Die Patienten nämlich reden – im Gegensatz zu Burkhard – ausgesprochen gerne mit Journalisten. „Nichts wie raus hier!“ Das war gestern Vormittag das Credo der vor dem Krankenhaus auf ihren gepackten Koffern sitzenden Klinikflüchtlingen, die auf ihre Angehörigen oder die Taxifahrer warteten. Noch weitere drei Tage zur Beobachtung habe er nach einer Operation im Krankenhaus bleiben sollen, berichtet ein älterer Herr. Bis jetzt hätten ihn die Salmonellen „nicht erwischt“. Und damit das nicht doch noch passiere, verlasse er jetzt vorzeitig und „auf eigene Verantwortung“ die Klinik. Eine junge Frau mit einem Einweisungsschein meldet sich erst gar nicht mehr am Schalter für die Aufnahme an. Nach der Lektüre eines Infoblattes, das am Eingang an alle Besucher verteilt wird, macht sie auf dem Absatz kehrt – nicht ohne sich an einem provisorisch aufgestellten Spender am Ausgang noch schnell die Hände zu desinfizieren.

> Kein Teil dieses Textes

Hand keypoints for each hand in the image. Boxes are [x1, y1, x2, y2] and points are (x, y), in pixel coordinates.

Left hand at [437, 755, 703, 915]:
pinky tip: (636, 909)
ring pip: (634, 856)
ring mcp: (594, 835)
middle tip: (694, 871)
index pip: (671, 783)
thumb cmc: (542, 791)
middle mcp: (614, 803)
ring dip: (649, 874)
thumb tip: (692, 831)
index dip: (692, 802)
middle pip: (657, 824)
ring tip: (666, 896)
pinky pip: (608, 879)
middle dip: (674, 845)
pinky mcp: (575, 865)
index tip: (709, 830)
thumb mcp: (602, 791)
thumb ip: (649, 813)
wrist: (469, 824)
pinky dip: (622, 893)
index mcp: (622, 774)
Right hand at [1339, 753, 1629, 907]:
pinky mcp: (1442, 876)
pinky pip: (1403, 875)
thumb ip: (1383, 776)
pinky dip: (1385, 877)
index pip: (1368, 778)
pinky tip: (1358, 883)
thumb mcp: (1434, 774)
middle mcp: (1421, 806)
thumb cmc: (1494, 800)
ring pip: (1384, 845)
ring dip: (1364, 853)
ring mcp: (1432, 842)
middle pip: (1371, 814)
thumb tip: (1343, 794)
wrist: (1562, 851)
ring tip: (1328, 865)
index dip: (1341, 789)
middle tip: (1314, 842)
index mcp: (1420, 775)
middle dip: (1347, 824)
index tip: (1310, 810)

Tatsächlich taugt das Papier kaum zur Beruhigung von Patienten und Angehörigen. Die entscheidende Frage nämlich, ob man ins Klinikum kommen könne, ohne krank zu werden, wird nicht beantwortet: „Durch exakte Beobachtung der mit den zuständigen Behörden abgesprochenen Sicherungsmaßnahmen wird alles getan, um ein erhöhtes Infektionsrisiko für die Patienten auszuschließen“, heißt es lapidar – und regressresistent. Kein wirklicher Mutmacher.

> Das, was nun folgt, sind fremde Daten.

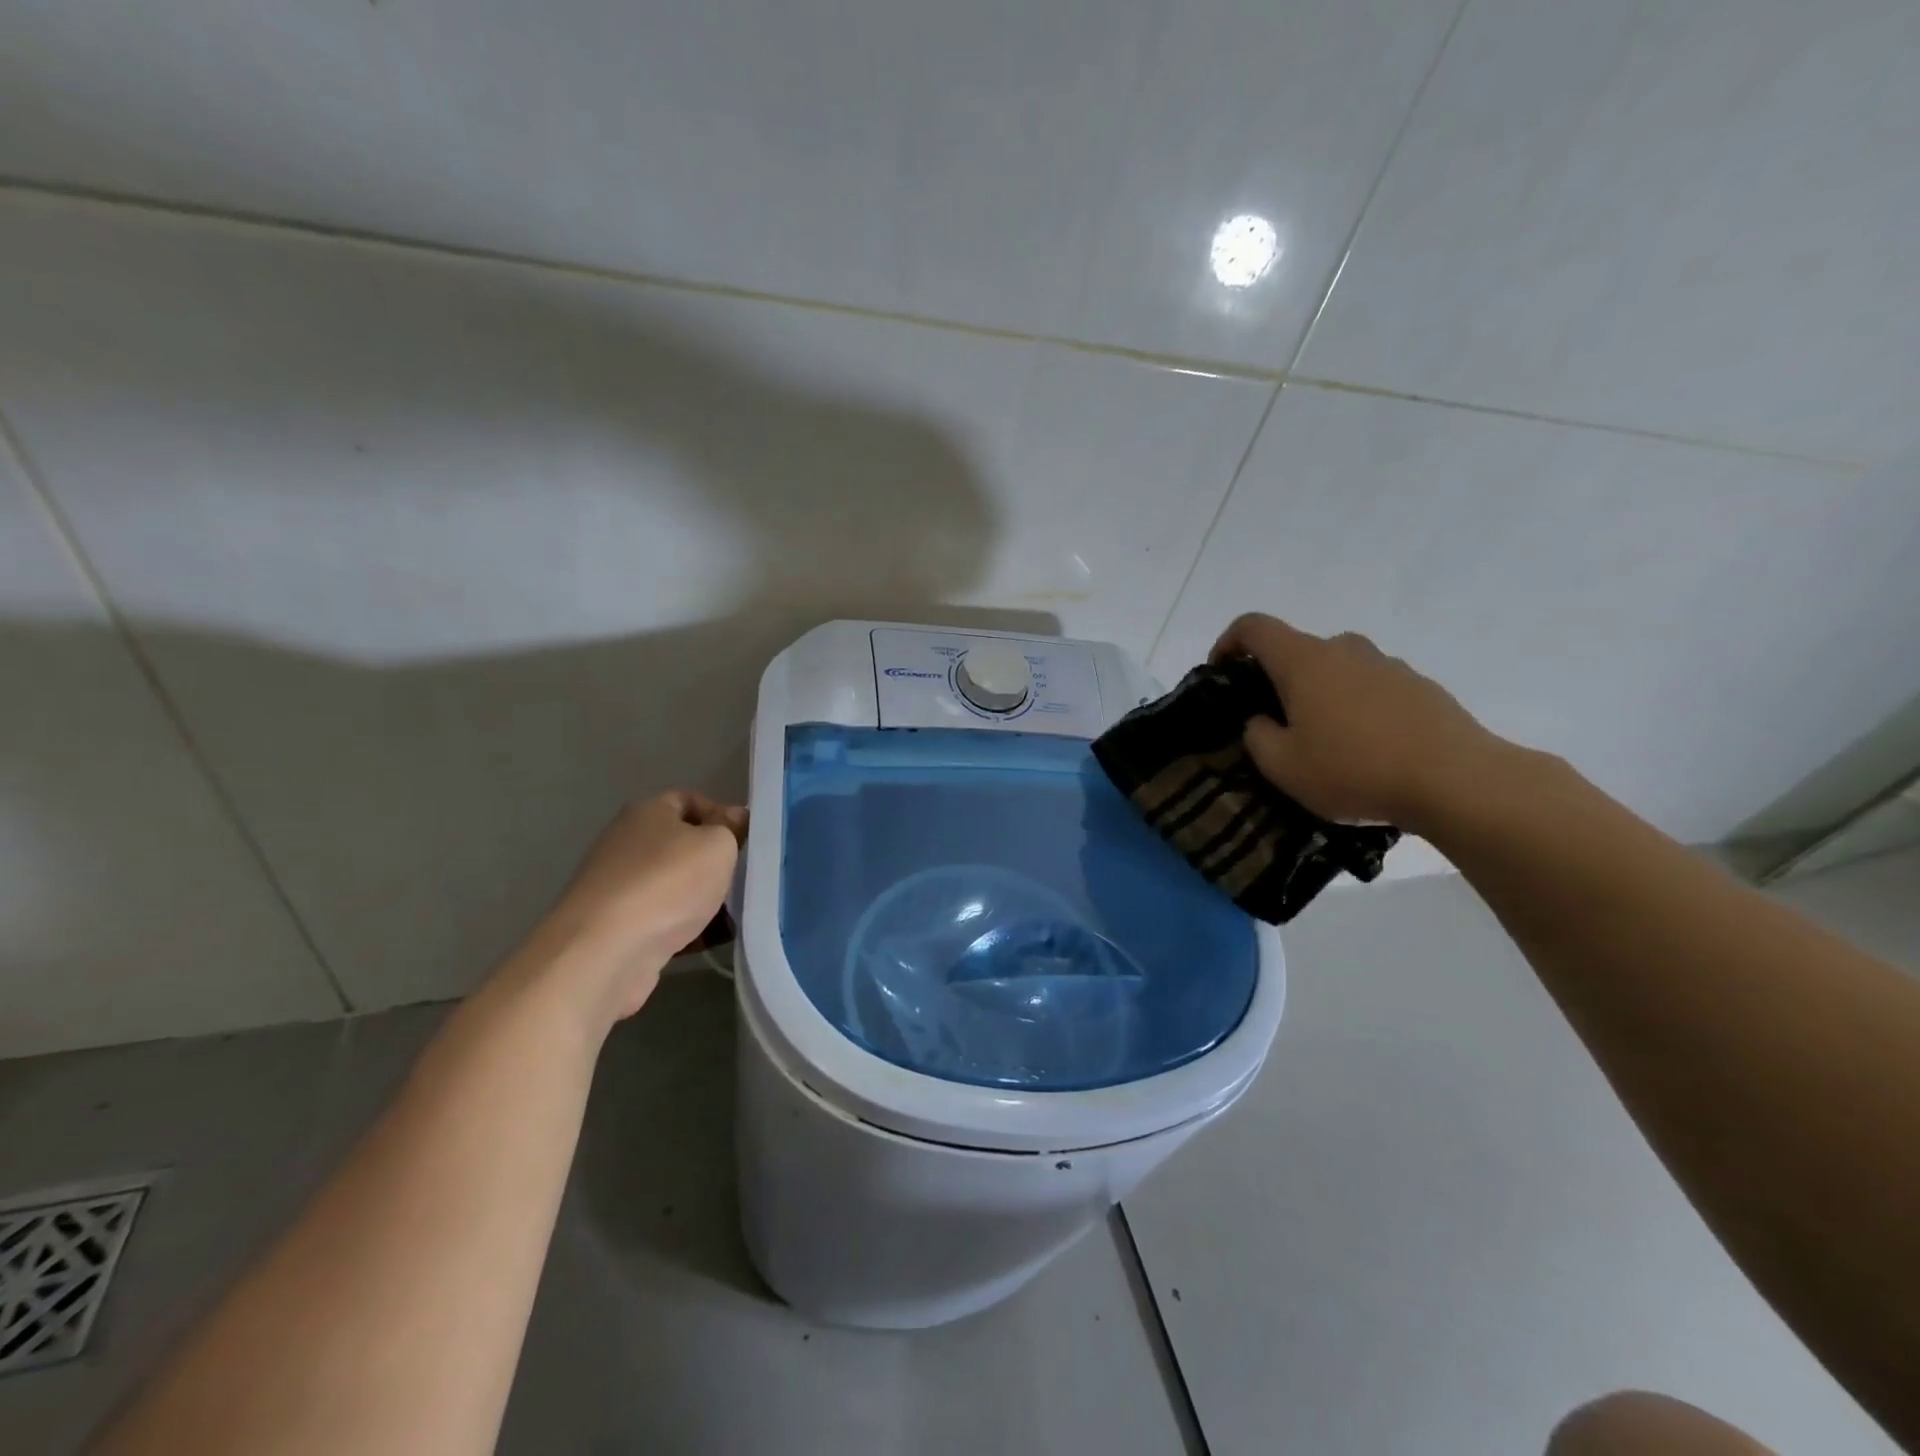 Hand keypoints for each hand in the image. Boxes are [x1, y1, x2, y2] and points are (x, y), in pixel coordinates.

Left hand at [527, 791, 745, 1023]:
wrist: (604, 953)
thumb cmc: (667, 883)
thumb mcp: (716, 845)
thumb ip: (730, 828)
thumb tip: (734, 817)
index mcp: (648, 813)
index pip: (689, 800)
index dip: (722, 815)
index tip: (748, 839)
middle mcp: (628, 843)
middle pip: (683, 845)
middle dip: (716, 862)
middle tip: (747, 877)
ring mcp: (620, 887)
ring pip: (676, 885)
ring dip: (706, 898)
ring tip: (740, 913)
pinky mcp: (618, 927)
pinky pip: (665, 920)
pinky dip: (690, 928)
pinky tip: (716, 940)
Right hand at [1211, 613, 1510, 832]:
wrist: (1456, 781)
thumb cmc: (1354, 769)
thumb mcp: (1282, 766)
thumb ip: (1257, 736)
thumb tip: (1262, 720)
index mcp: (1304, 661)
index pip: (1253, 627)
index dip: (1228, 642)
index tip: (1221, 671)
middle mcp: (1345, 649)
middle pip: (1298, 650)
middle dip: (1277, 679)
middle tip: (1274, 722)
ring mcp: (1387, 665)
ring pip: (1337, 669)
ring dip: (1320, 694)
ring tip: (1323, 741)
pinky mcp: (1420, 686)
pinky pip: (1372, 688)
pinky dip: (1356, 708)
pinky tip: (1365, 750)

Inzwischen sind 265 Menschen – Mitarbeiter und Patienten – in der Klinik und im angeschlossenen Altenwohnheim infiziert. Vier Frauen aus der Klinik und vier aus dem Stift Heilig Geist verstarben seit dem Ausbruch der Epidemie Ende April. Wie viele von ihnen an den Salmonellenbakterien und den noch aggressiveren Noroviren – die Symptome sind die gleichen – oder an ihren Grunderkrankungen, ist weiter strittig. Und dass als Nachtisch in der Personalkantine gereichter „Apfelschnee“ die erste Welle der Epidemie ausgelöst habe ist auch keine Beruhigung für die 2.600 Mitarbeiter des Klinikums – und schon gar nicht für Patienten.

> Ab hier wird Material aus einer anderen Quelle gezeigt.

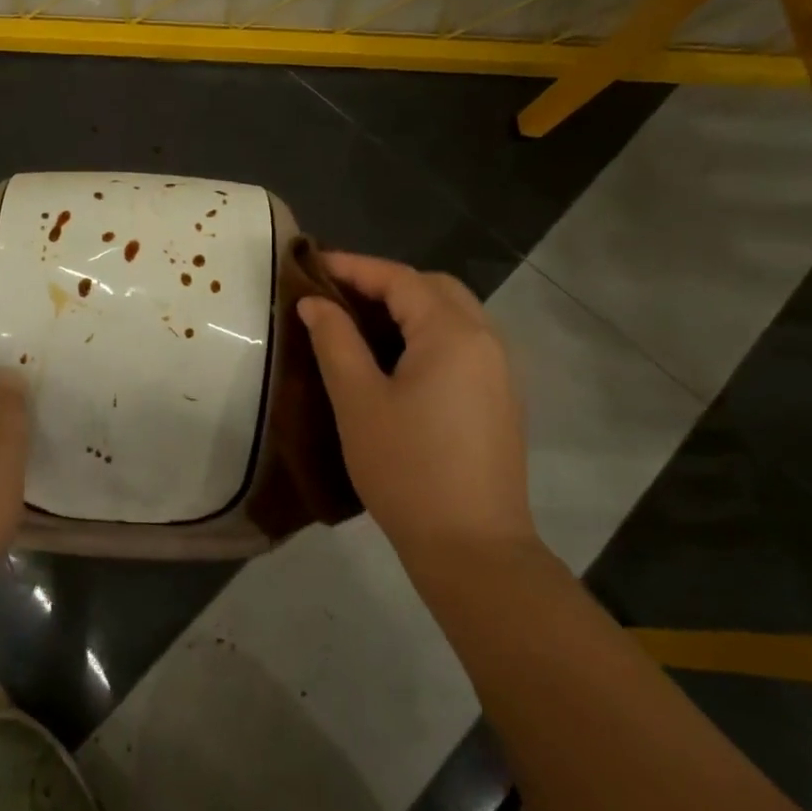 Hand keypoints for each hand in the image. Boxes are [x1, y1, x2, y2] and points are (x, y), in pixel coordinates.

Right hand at [298, 254, 535, 567]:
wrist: (471, 546)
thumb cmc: (406, 468)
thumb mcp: (358, 401)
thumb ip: (335, 342)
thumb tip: (314, 304)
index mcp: (453, 334)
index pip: (400, 279)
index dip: (354, 267)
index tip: (311, 264)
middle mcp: (486, 340)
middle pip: (433, 288)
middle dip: (384, 282)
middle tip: (337, 294)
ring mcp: (500, 370)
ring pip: (452, 315)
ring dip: (408, 307)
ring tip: (360, 322)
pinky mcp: (500, 398)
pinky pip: (462, 343)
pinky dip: (427, 333)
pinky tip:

Im Gegenteil. Neue Fragen werden jetzt gestellt. Etwa vom SPD-Landtagsabgeordneten Thomas Spies an die Adresse von Sozialministerin Silke Lautenschläger (CDU): „Warum erfolgte der Nachweis so spät? Wie erklärt es sich, dass Patienten und Mitarbeiter zeitgleich erkrankten? Und wieso erkrankten auch Menschen im Altenheim, obwohl diese nicht die Kantine in der Klinik nutzten?“ Im Sozialausschuss heute werden von Lautenschläger Antworten erwartet. Die Ministerin ordnete inzwischen schon einmal an, dass alle Mitarbeiter des Klinikums zu untersuchen seien. Die Stuhlanalyse läuft – und kann noch Wochen dauern.